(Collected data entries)
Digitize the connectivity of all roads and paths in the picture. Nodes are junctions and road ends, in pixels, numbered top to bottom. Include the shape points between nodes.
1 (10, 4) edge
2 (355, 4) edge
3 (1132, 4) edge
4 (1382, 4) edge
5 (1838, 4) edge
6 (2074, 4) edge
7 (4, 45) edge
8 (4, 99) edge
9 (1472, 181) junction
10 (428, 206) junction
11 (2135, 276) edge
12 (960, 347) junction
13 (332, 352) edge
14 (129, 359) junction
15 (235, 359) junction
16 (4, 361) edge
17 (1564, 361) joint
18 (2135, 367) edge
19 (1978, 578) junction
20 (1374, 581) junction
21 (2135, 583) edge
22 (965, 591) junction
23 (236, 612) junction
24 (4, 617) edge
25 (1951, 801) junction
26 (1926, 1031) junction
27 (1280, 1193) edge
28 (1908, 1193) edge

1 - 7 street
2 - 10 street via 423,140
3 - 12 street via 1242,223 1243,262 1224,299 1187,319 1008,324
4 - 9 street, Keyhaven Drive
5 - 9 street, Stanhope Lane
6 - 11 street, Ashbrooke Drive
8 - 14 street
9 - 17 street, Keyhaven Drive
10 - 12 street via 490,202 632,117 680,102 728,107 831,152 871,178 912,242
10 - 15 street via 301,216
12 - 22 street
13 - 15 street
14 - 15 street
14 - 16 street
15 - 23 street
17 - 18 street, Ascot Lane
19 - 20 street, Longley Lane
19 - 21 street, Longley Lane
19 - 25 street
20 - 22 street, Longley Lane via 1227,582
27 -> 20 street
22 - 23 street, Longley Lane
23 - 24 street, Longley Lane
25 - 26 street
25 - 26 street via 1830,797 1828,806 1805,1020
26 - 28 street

Required work >>
Repeat the data above. Change nothing.

Answer space >>
Digitize the connectivity of all roads and paths in the picture. Nodes are junctions and road ends, in pixels, numbered top to bottom. Include the shape points between nodes.
1 (10, 4) edge
2 (355, 4) edge
3 (1132, 4) edge
4 (1382, 4) edge
5 (1838, 4) edge
6 (2074, 4) edge
7 (4, 45) edge
8 (4, 99) edge
9 (1472, 181) junction
10 (428, 206) junction
11 (2135, 276) edge
12 (960, 347) junction
13 (332, 352) edge
14 (129, 359) junction
15 (235, 359) junction
16 (4, 361) edge
17 (1564, 361) joint
18 (2135, 367) edge
19 (1978, 578) junction
20 (1374, 581) junction
21 (2135, 583) edge
22 (965, 591) junction
23 (236, 612) junction
24 (4, 617) edge
25 (1951, 801) junction
26 (1926, 1031) junction
27 (1280, 1193) edge
28 (1908, 1193) edge

1 - 7 street
2 - 10 street via 423,140
3 - 12 street via 1242,223 1243,262 1224,299 1187,319 1008,324
4 - 9 street, Keyhaven Drive
5 - 9 street, Stanhope Lane
6 - 11 street, Ashbrooke Drive
8 - 14 street
9 - 17 street, Keyhaven Drive
10 - 12 street via 490,202 632,117 680,102 728,107 831,152 871,178 912,242
10 - 15 street via 301,216
12 - 22 street
13 - 15 street
14 - 15 street
14 - 16 street
15 - 23 street
17 - 18 street, Ascot Lane
19 - 20 street, Longley Lane
19 - 21 street, Longley Lane
19 - 25 street
20 - 22 street, Longley Lane via 1227,582
27 -> 20 street
22 - 23 street, Longley Lane
23 - 24 street, Longley Lane
25 - 26 street
25 - 26 street via 1830,797 1828,806 1805,1020
26 - 28 street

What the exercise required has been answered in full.